Постепенно он узнал двоих: отца и мать.
Но рядом с отцом стояла незнакомая женщина, овалом лица и бровями слегка похожая на Майкла.
Сзади за локоть ее поддерживал мужчина, тоже незнакомый и тоже напоминающий Майкла.
Встретив его взгляд, мать и отец тут же замахали руками, словно отгоняя его.
Доктор Груберт хотел спросить, как им удалось войти сюда и кто эти двое, но резкий голос медсестры, устанавливающей капельницу, спугнул всех, кроме матери.
Мать стояла совсем близко, почти прикасалась к кровати, и была в комнате до тех пор, пока не вошел Майкл.
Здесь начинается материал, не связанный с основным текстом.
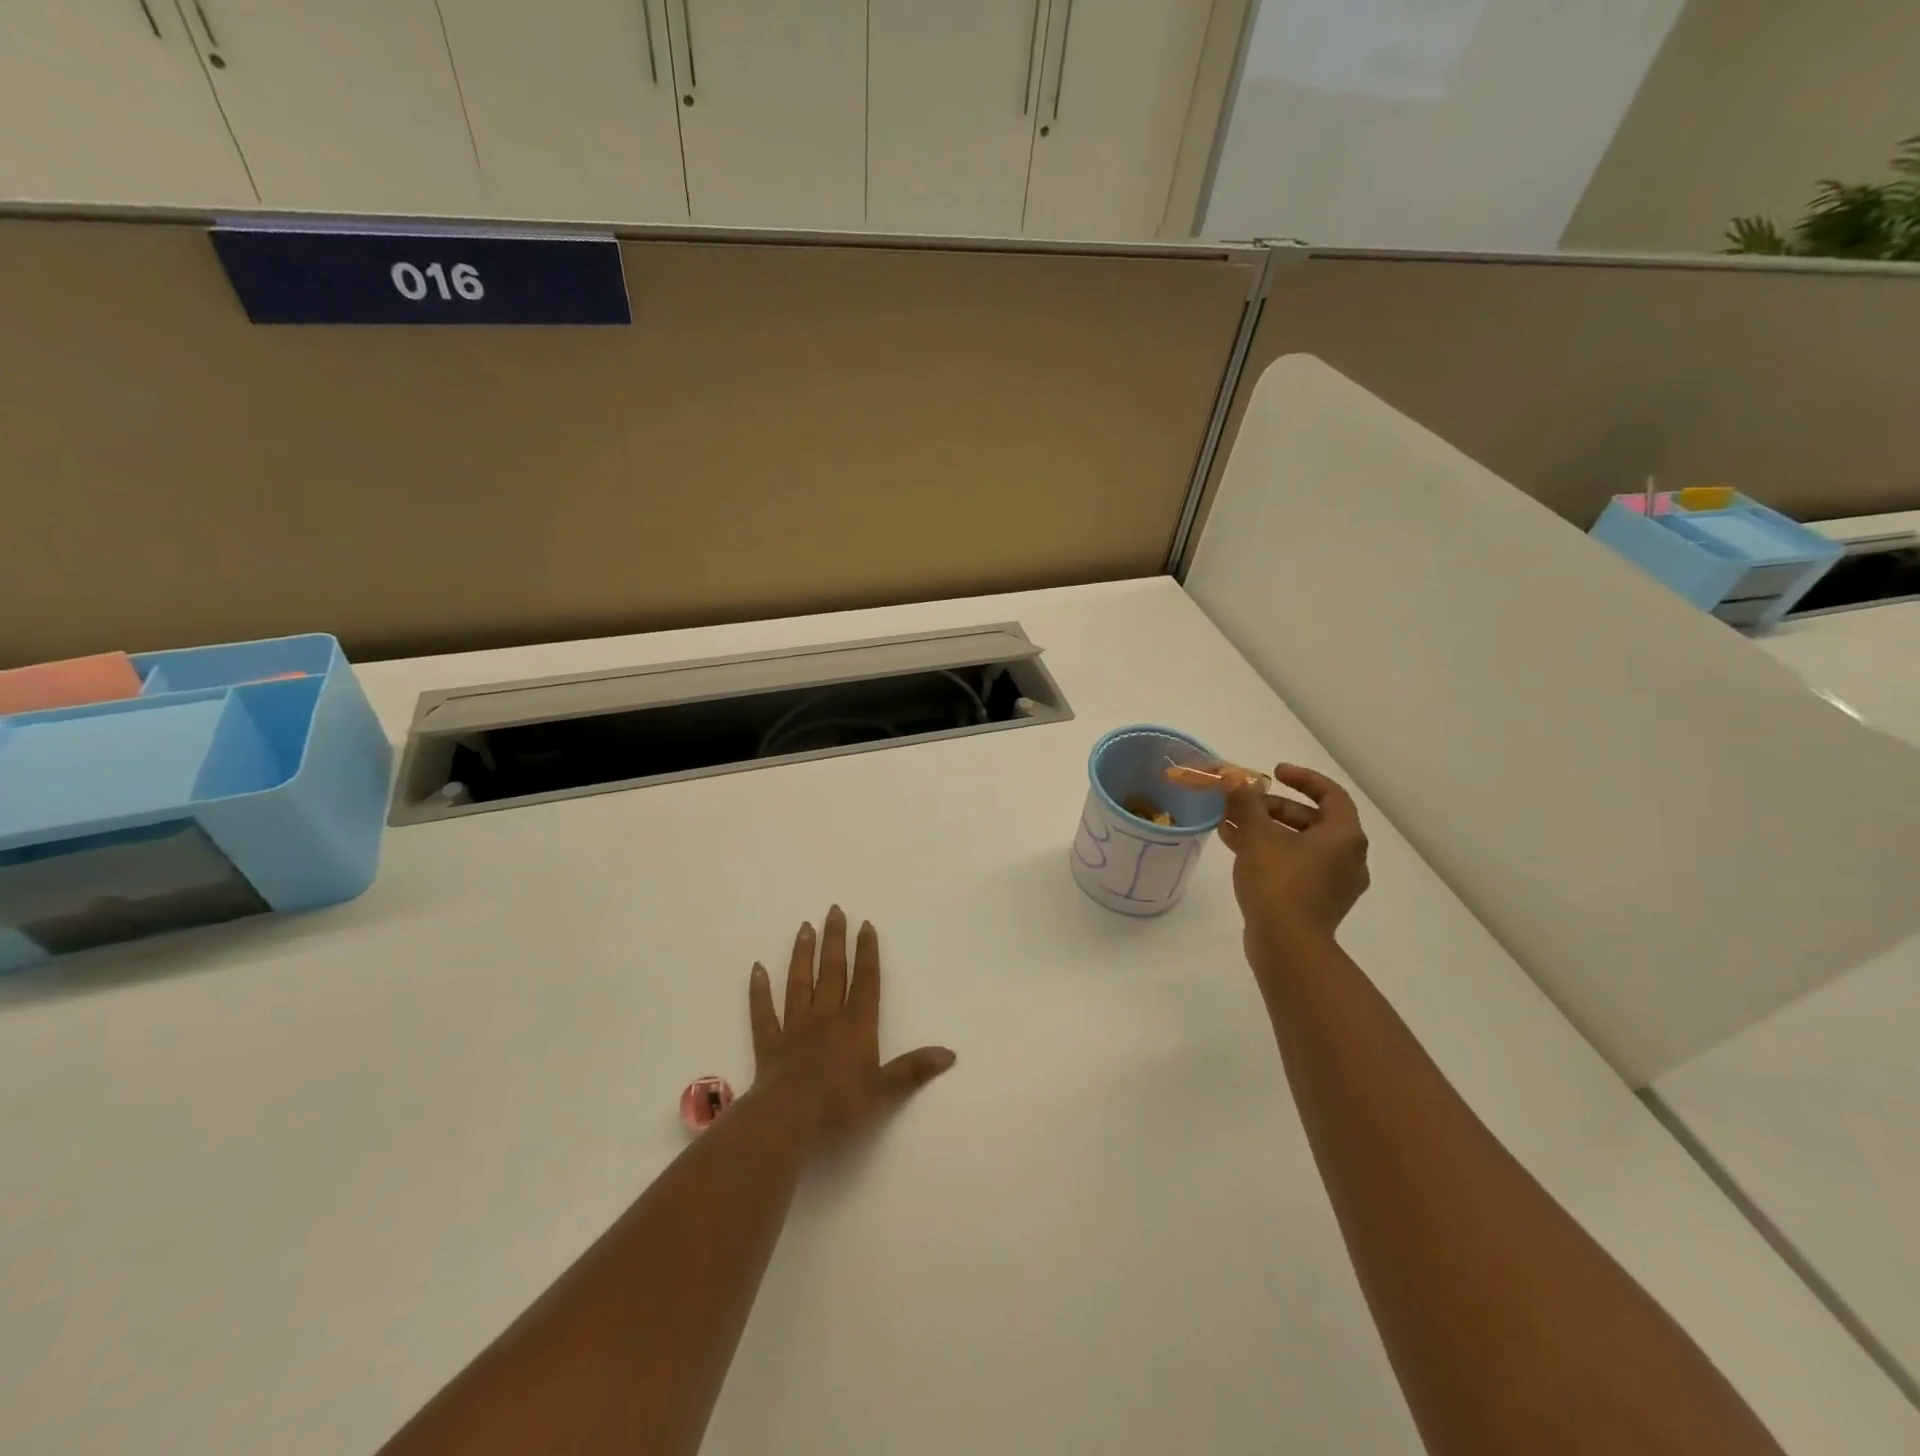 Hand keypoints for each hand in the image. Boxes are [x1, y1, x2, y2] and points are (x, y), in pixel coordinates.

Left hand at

По нежности, охватившей его изнутри, доктор Груберт догадался, что это именно Майкл, и разлепил глаза.
Светло.
– Папа! – сказал Майкл.
Доктор Груберт попытался пожать плечами.
– Чушь какая-то, – сипло пробормотал он, – что это я вдруг?
Сын промолчал.
– Куда они делись, – продолжал доктор Груберт, – в такой сильный дождь?
– Дождь? – переспросил Майкл.
– Не знаю. – Доктор Груберт попытался скосить глаза в сторону света, означающего, что окно находится слева. – Слышишь, шумит?
– Дождя нет, – мягко ответил сын, – сегодня заморозки.
– Заморозки? – вяло отреагировал доктор Груберт. – Весной-то?
– Двадцать девятое декабря сегодня.
– Ах, да! – смутился доктор Груберт. – Мне что-то снилось, пока меня тут…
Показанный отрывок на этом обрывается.